In fact, he tells readers, there are six basic causes of happiness or unhappiness. They are divorce, unemployment, lack of social trust, membership of non-religious organisations (good), quality of government and a widespread belief in a higher deity (also good). He also points out that excessive job and home mobility threatens security and that, depressingly, happiness forfeited affects us twice as much as happiness gained. In other words, people are deeply conservative.

In addition to raising taxes government can do several other things to improve the happiness index. In particular, it can change things in the education system. "The curriculum," Layard writes, "should cover control of one's own emotions, parenting, mental illness and, of course, citizenship." He also wants to see the "systematic practice of empathy."

I'm not quite sure what the curriculum should teach about mental illness, but the rest of it is already embodied in the citizenship courses taught at most schools. But it is interesting how Layard's social prescriptions fall short of his analysis in areas other than taxation. He should also want to make migration more difficult, discourage divorce, get more parents (and they will usually be women) to stay at home with the kids, encourage religious belief and worship by measures such as returning to Sunday observance, recruit more children into the Scouts and Guides, and proselytise more effectively against egotistic or anti-social behaviour.

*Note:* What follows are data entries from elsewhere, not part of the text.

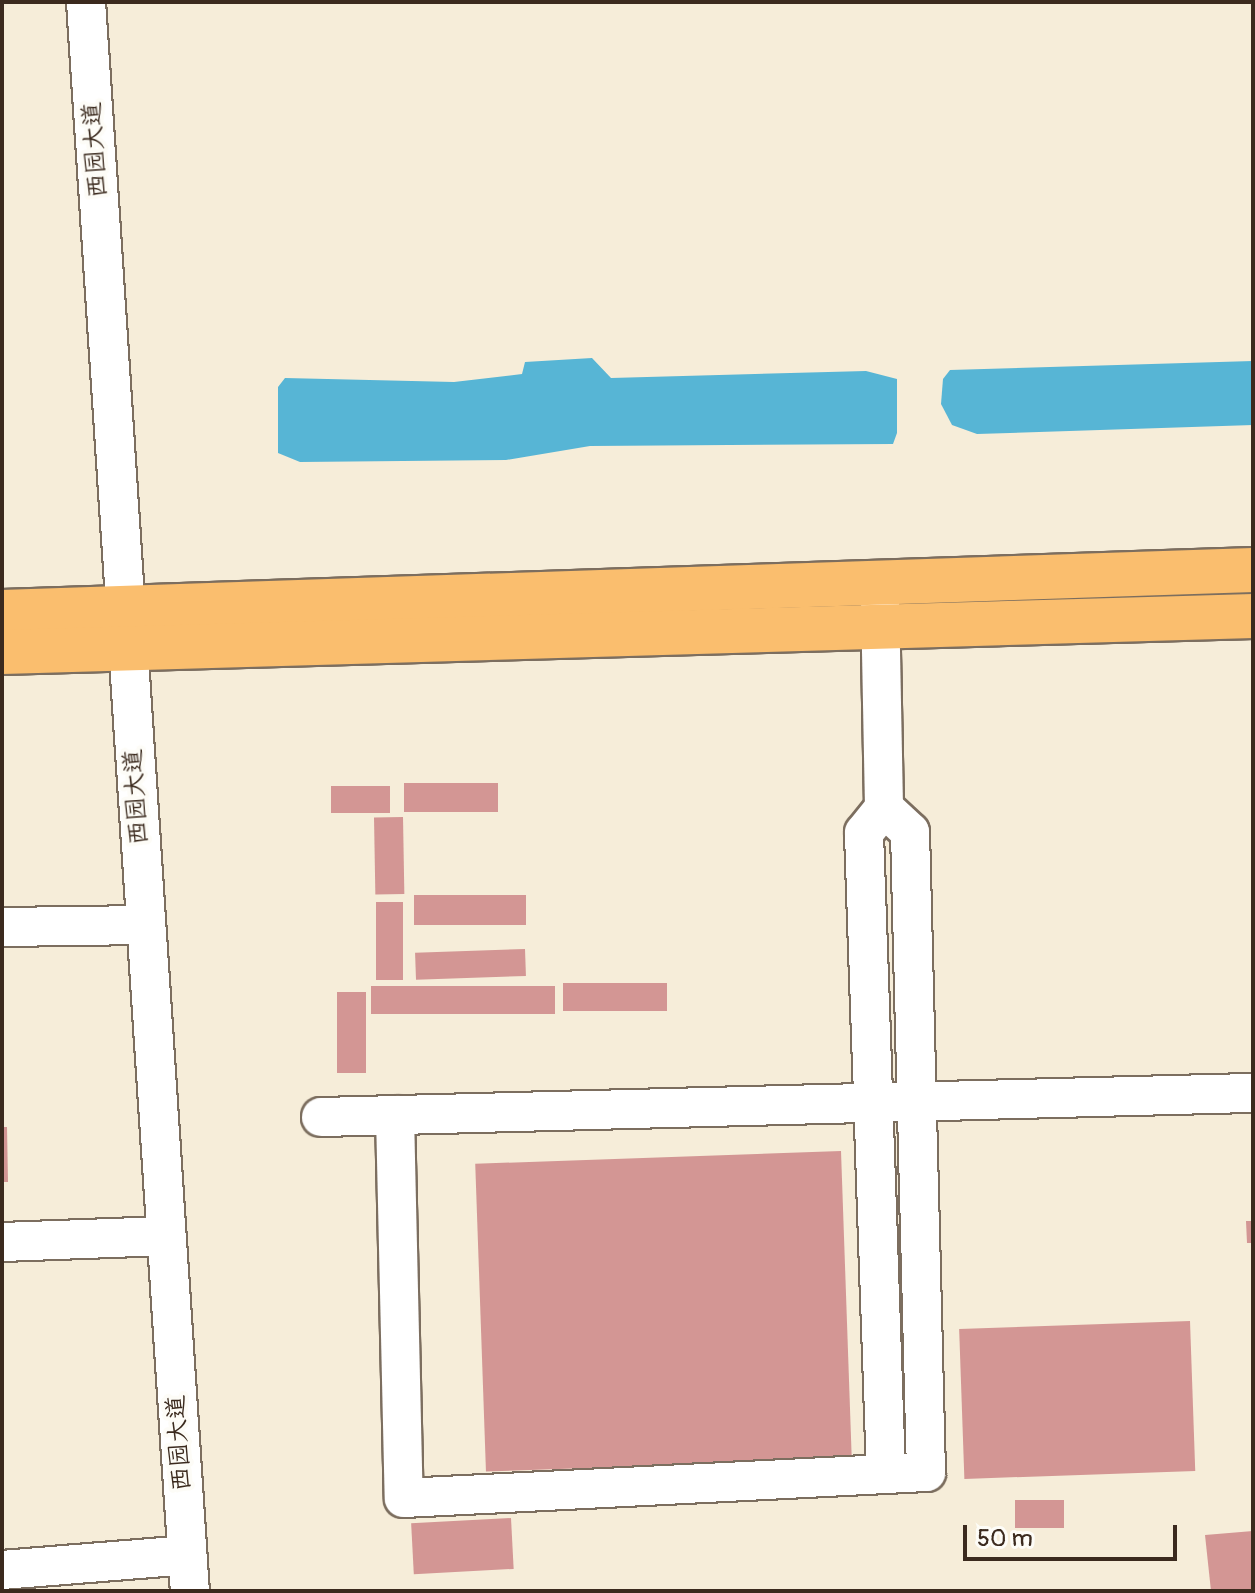 <!DOCTYPE html>
<meta charset="utf-8">
<style>
body{margin:0}
#map{position:relative;width:1255px;height:1593px;overflow:hidden;background:#f6edd9;font-family:Pangolin,"LXGW WenKai TC",sans-serif}
div>[style]{position:absolute}
.water>*{inset:0;background:#57b5d5}
.building>*{inset:0;background:#d39694;transform-origin:0 0}
.roads{filter:drop-shadow(2px 0 #7c6e5f) drop-shadow(-2px 0 #7c6e5f) drop-shadow(0 2px #7c6e5f) drop-shadow(0 -2px #7c6e5f)}
.minor>*{height:38px;margin:-19px;padding:0 19px;transform-origin:19px;border-radius:19px;background:#fff}
.major>*{height:44px;margin:-22px;padding:0 22px;transform-origin:22px;border-radius:22px;background:#fabe6e}
span{translate:-50% -50%;white-space:nowrap;text-align:center;line-height:1.15;-webkit-text-stroke:8px #fdfcf7;paint-order:stroke}
.street-label{font-size:24px;color:#3b2a1e}
.frame{position:absolute;inset:0;border:4px solid #3b2a1e;pointer-events:none}
.scale{position:absolute;left:963px;top:1525px;width:214px;height:36px;box-sizing:border-box;border:4px solid #3b2a1e;border-top:0;padding-left:10px;font-size:24px;line-height:28px;white-space:nowrap;color:#3b2a1e;-webkit-text-stroke:6px #fdfcf7;paint-order:stroke}
</style>
<div id="map">
<div class="water">
<div style="clip-path:polygon(592px 358px,611px 378px,866px 371px,897px 379px,897px 433px,893px 444px,590px 446px,506px 460px,300px 462px,278px 453px,278px 387px,285px 378px,454px 382px,522px 374px,525px 362px)"></div>
<div style="clip-path:polygon(1253px 361px,1253px 425px,977px 434px,952px 425px,941px 404px,943px 379px,950px 370px)"></div>
</div>
<div class="building">
<div style="left:498px;top:783px;width:29px;height:94px;rotate:90deg"></div>
<div style="left:390px;top:786px;width:27px;height:59px;rotate:90deg"></div>
<div style="left:403px;top:817px;width:77px;height:29px;rotate:89deg"></div>
<div style="left:526px;top:895px;width:30px;height:112px;rotate:90deg"></div>
<div style="left:376px;top:902px;width:27px;height:78px"></div>
<div style="left:525px;top:949px;width:27px;height:110px;rotate:88deg"></div>
<div style="left:667px;top:983px;width:28px;height:104px;rotate:90deg"></div>
<div style="left:555px;top:986px;width:28px;height:184px;rotate:90deg"></div>
<div style="left:337px;top:992px;width:29px;height:81px"></div>
<div style="clip-path:polygon(2px 1127px,7px 1127px,8px 1182px,2px 1182px)"></div>
<div style="left:841px;top:1151px;width:308px;height:366px;rotate:88deg"></div>
<div style="clip-path:polygon(1246px 1221px,1253px 1221px,1253px 1243px,1247px 1243px)"></div>
<div style="left:1190px;top:1321px;width:150px;height:231px;rotate:88deg"></div>
<div style="left:1015px;top:1500px;width:49px;height:28px"></div>
<div style="left:511px;top:1518px;width:51px;height:100px;rotate:87deg"></div>
<div style="clip-path:polygon(1253px 1531px,1253px 1591px,1211px 1591px,1205px 1535px)"></div>
</div>
<div class="roads">
<div class="minor">
<div style="left:86px;top:2px;width:1592px;rotate:86.26deg"></div>
<div style="left:880px;top:599px;width:209px;rotate:88.9deg"></div>
<div style="left:2px;top:927px;width:143px;rotate:-0.8deg"></div>
<div style="left:395px;top:1115px;width:383px;rotate:88.7deg"></div>
<div style="left:404px;top:1498px;width:523px;rotate:-2.85deg"></div>
<div style="left:926px;top:1472px;width:640px;rotate:-91.43deg"></div>
<div style="left:910px;top:832px;width:35px;rotate:-137deg"></div>
<div style="left:884px;top:808px;width:32px;rotate:129deg"></div>
<div style="left:864px;top:833px;width:641px;rotate:88.03deg"></div>
<div style="left:321px;top:1117px;width:932px;rotate:-1.48deg"></div>
<div style="left:2px;top:1242px;width:163px;rotate:-2.1deg"></div>
<div style="left:2px;top:1570px;width:186px;rotate:-4.6deg"></div>
</div>
<div class="major">
<div style="left:2px;top:612px;width:1252px;rotate:-1.92deg"></div>
<div style="left:2px;top:652px;width:1252px;rotate:-1.65deg"></div>
</div>
</div>
<div class="street-label">
<span style="left:95px;top:150px;rotate:-94deg">西园大道</span>
<span style="left:136px;top:797px;rotate:-94deg">西园大道</span>
<span style="left:179px;top:1443px;rotate:-94deg">西园大道</span>
</div>
<div class="frame"></div>
<div class="scale">50 m</div>
</div>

But here's a conundrum. We have, in living memory, been a society with narrower differentials, greater social solidarity and conformity, lower divorce and separation rates, lower mobility and much more widespread religious practice. It was called the 50s. And - to invert Layard's entire argument - we were no happier then than we are now. Probably a bit less.

Sorry, but I'm not too keen on living back in the 50s

Talking of the 50s, it's part 538 of Aaronovitch Election Watch 2005, and this week we join Michael Howard's crusade to "root out political correctness" in schools, "replacing it with the building blocks of knowledge that are essential to give every child their birthright: a decent education."

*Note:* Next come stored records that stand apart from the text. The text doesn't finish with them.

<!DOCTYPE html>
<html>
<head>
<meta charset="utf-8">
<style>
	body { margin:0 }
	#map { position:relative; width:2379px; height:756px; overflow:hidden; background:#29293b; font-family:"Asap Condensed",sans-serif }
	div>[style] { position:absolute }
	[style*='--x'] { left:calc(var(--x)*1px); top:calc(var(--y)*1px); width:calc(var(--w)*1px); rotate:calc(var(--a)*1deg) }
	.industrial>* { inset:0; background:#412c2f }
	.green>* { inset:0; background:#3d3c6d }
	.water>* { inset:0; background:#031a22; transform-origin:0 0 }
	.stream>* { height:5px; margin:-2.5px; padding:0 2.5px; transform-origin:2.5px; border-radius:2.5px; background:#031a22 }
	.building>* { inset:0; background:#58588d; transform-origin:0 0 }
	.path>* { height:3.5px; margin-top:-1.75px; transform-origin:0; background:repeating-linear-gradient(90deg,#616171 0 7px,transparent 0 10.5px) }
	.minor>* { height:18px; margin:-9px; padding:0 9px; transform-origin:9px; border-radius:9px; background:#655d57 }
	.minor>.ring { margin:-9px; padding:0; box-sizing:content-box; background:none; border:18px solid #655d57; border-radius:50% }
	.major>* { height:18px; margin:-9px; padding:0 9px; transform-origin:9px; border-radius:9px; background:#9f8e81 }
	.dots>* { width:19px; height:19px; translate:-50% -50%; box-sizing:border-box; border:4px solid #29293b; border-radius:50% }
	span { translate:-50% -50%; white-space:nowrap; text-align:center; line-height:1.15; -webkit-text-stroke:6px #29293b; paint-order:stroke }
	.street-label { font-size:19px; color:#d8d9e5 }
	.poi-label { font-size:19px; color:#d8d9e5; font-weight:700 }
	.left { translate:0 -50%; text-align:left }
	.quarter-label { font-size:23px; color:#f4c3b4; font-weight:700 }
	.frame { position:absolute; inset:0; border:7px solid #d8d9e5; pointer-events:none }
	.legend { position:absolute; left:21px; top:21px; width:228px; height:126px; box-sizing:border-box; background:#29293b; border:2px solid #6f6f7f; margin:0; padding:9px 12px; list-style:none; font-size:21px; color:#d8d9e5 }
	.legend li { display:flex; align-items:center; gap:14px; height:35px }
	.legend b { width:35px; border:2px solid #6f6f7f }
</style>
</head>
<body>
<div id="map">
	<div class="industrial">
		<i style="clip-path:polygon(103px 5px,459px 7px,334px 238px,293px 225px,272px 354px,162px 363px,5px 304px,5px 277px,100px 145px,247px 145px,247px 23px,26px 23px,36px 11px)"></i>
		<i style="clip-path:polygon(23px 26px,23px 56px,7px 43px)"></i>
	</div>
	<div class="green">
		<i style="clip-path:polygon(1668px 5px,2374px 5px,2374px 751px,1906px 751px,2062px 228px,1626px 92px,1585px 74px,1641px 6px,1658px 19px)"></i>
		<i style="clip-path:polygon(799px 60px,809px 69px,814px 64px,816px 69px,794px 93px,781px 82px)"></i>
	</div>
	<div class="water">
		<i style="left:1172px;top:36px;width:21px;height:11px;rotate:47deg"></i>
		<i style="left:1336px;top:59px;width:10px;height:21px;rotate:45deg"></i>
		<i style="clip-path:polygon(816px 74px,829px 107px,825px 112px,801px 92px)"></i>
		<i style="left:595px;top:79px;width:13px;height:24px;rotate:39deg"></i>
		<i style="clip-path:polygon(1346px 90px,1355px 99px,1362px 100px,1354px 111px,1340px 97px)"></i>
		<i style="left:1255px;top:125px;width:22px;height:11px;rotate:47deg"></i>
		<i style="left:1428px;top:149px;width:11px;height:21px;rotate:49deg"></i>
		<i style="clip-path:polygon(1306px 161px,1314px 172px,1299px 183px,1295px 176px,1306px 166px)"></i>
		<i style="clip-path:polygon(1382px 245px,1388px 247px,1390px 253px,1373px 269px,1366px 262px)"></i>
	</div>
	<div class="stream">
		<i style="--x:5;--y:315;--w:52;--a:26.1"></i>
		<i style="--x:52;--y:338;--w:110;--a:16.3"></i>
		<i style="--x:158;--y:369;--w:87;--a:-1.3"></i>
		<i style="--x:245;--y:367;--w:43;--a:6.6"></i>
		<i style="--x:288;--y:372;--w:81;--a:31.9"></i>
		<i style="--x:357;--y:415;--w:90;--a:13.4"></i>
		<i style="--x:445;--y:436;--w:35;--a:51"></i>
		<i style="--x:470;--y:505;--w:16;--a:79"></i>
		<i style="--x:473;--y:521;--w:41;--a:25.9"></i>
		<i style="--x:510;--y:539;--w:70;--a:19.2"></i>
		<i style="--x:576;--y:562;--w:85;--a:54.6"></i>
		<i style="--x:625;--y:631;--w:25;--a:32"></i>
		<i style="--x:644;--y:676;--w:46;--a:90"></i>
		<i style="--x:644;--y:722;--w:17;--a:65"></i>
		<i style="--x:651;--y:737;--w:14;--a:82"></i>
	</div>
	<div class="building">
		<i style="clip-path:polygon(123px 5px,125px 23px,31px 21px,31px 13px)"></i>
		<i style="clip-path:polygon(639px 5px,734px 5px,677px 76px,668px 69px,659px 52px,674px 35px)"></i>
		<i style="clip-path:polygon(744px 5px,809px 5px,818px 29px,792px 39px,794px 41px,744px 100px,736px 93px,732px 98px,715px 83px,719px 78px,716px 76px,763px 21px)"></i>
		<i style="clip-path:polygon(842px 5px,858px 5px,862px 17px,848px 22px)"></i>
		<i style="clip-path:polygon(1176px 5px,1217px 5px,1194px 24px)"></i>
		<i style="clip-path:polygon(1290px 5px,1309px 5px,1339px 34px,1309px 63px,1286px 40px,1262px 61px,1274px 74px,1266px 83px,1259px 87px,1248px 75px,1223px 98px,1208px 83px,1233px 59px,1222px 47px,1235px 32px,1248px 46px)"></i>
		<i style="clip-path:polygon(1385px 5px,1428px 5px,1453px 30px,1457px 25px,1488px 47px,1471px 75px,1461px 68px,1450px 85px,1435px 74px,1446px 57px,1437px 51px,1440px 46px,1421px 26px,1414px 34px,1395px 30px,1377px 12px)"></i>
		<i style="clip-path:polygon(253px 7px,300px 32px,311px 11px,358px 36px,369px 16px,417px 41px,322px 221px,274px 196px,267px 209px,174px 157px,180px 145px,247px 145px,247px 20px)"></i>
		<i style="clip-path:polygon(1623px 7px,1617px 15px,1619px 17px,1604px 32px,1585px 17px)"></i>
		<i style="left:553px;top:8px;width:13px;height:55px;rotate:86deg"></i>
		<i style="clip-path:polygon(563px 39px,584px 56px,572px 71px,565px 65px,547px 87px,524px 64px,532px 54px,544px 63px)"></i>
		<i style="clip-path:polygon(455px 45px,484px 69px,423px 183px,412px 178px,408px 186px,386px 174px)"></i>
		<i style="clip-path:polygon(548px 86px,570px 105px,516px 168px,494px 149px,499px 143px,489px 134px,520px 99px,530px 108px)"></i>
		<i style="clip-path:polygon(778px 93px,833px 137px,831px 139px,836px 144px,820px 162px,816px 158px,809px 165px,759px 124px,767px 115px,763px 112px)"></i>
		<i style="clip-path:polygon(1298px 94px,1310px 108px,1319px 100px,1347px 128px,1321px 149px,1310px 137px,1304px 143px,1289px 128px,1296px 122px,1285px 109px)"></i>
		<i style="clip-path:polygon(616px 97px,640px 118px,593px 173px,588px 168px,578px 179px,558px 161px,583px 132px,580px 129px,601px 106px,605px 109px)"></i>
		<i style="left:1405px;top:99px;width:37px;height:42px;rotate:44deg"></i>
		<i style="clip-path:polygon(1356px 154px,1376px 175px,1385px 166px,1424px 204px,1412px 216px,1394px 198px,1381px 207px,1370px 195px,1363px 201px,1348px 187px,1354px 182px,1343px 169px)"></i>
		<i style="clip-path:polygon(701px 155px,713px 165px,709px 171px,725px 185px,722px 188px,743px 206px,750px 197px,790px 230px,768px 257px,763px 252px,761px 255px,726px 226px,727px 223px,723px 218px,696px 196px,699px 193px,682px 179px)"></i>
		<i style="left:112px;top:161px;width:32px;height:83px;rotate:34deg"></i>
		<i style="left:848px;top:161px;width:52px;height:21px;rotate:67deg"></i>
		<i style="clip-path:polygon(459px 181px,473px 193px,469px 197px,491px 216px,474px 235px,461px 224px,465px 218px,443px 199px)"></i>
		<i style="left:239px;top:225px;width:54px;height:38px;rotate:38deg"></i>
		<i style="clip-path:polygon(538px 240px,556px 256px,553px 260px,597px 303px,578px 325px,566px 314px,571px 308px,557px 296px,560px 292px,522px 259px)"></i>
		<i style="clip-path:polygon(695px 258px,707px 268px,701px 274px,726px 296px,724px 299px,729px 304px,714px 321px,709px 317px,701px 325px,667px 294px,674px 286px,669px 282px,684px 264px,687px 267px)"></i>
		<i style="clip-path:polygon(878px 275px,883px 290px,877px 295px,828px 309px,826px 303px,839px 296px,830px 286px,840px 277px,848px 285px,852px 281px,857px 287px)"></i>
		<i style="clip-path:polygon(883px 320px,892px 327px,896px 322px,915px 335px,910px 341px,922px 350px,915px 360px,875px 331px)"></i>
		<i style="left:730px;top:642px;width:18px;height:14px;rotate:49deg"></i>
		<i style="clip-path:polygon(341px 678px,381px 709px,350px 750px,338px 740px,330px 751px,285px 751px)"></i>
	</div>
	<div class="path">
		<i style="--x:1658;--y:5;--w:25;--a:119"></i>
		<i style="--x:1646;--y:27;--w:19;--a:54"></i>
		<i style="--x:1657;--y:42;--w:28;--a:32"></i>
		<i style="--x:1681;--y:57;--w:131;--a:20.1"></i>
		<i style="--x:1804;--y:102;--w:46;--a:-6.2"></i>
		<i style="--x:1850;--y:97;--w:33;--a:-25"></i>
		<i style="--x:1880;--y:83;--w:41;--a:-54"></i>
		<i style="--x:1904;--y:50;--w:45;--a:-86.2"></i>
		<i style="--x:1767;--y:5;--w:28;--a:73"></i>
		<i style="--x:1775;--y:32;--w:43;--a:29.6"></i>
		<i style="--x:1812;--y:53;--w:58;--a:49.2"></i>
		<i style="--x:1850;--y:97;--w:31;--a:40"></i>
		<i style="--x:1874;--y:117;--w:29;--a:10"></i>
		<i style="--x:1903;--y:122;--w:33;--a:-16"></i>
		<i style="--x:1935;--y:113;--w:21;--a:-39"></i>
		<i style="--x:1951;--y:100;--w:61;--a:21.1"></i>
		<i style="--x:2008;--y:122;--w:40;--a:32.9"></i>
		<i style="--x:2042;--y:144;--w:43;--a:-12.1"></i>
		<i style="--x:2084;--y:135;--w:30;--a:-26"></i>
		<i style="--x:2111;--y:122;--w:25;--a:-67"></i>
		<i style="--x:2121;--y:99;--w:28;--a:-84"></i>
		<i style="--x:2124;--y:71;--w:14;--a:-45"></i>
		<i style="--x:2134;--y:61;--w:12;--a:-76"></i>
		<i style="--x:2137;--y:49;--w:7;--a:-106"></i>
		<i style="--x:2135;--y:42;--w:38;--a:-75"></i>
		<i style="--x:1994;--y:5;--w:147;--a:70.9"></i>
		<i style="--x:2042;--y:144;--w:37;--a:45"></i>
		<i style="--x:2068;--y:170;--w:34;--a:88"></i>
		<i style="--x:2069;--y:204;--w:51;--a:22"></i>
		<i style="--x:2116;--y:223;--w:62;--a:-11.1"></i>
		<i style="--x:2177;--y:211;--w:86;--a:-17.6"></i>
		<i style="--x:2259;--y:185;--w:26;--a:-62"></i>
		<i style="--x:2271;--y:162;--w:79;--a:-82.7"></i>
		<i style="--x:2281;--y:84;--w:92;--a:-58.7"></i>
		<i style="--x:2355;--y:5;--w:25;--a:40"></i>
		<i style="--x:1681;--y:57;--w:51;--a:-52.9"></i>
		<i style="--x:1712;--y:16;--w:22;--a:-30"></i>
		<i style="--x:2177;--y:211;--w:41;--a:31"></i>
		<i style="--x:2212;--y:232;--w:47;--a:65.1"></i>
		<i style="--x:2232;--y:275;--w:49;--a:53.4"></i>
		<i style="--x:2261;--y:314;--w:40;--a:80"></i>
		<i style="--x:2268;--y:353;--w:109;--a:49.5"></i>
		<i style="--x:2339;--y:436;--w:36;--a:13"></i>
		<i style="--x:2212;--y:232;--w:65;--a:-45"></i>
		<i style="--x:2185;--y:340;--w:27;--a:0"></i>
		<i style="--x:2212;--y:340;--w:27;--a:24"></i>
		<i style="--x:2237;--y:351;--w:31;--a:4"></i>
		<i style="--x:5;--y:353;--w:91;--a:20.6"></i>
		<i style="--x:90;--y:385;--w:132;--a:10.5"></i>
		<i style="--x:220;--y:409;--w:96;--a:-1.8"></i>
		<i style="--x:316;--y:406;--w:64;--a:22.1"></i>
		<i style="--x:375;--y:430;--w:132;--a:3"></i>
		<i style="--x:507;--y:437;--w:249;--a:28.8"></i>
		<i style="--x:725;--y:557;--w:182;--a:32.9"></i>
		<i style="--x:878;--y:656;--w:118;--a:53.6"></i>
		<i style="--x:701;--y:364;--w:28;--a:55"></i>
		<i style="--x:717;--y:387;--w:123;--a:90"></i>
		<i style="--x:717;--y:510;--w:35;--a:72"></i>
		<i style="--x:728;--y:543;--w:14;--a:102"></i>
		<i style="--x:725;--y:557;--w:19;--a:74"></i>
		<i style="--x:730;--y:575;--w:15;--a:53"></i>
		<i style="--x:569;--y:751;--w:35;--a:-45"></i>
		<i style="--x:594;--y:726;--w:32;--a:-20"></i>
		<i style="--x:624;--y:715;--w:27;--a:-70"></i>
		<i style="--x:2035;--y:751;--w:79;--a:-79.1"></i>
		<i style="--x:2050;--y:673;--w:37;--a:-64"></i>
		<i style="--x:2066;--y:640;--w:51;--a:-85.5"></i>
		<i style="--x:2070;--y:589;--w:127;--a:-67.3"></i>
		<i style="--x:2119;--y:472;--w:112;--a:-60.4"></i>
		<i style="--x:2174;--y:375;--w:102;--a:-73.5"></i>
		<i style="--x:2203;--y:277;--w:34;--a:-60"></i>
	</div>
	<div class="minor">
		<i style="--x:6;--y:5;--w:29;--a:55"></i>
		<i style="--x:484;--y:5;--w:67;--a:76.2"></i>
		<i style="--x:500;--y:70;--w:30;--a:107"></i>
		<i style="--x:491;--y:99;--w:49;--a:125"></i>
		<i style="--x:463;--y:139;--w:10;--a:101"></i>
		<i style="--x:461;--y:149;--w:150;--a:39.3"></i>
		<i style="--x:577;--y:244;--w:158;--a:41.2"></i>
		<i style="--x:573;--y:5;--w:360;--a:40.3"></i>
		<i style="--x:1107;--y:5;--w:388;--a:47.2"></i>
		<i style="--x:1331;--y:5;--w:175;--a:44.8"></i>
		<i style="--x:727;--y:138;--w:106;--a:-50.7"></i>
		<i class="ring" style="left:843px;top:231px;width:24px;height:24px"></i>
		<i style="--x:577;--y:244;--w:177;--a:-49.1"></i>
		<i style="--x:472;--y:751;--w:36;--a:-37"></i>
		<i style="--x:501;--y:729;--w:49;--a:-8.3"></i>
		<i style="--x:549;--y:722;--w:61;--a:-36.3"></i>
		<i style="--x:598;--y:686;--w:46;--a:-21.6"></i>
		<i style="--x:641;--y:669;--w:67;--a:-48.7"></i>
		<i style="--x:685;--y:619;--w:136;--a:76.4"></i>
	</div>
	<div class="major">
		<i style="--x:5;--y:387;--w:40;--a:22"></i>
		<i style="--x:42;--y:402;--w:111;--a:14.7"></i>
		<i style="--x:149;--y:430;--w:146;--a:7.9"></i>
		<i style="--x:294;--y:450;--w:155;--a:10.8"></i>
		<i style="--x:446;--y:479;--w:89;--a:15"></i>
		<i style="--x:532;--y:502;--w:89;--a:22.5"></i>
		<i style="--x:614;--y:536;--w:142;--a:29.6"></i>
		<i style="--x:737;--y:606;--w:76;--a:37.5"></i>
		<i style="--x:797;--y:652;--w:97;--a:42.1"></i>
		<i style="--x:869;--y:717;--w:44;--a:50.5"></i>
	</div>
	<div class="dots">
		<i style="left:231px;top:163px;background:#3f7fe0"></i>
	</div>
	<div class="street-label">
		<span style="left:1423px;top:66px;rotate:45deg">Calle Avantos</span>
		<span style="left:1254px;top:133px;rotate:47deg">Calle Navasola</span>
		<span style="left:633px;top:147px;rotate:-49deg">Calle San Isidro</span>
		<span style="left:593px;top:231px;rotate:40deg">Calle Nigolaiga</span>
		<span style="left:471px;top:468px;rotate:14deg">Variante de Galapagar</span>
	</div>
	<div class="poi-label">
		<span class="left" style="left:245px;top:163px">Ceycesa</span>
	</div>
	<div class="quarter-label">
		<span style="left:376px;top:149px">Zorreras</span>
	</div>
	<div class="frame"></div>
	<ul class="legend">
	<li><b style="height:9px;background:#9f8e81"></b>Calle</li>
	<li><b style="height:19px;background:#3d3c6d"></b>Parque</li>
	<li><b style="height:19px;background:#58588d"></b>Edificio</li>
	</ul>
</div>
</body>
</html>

I don't need an MRI scan to know that the prospect of Howard rooting anything out is not going to make me happy. The fact that the former inspector of schools, Chris Woodhead, is to be his chosen instrument in this rooting-out, a sort of human garden-fork, does not add to the appeal of the process. Woodhead is unhappiness made flesh. Anything much more distressed than his haircut is hard to imagine.

An ignoble thought, and we must move on. So what was meant by rooting out political correctness in schools? What needed to be forked? Woodhead gave the answers on the radio yesterday. First, lots more children must fail their exams. Too many are passing, and that's politically correct. He will make exams much more difficult until an appropriate number of children have no chance of succeeding at anything, and that will improve things for everyone. Second, citizenship, with all that stuff about race and esteeming each other and health and sex education (most of it distressingly non-experiential), takes up too much time, when really all kids want is extra maths,writing and reading.

Finally, and - judging by his mighty emphasis, most importantly - too many pupils (I think he said 35%) didn't know that it was Sir Francis Drake who beat the Armada. Six per cent, he told John Humphrys, thought it was Gandalf. Pupils needed to know, he said, "The National Story". This is being put together right now under the aegis of the shadow education secretary, Tim Collins, to be entitled, presumably, The Approved Children's History of Britain.

If you see the connections between the two pieces on this page, then that's entirely deliberate. In the endless battle between modernity and tradition, it is tradition that is currently in vogue. Both Layard and Woodhead, in my view, yearn for lost days of simplicity, slowness and a society held together by buckets of social glue. And, as ever, there are some good arguments on their side.

My problem is that I do not want to live in that other, imagined place. I want mobility, diversity, surprise, respect for difference, Somalis, mohicans, an absence of fear, rude operas, emotional literacy, body-piercings and scepticism.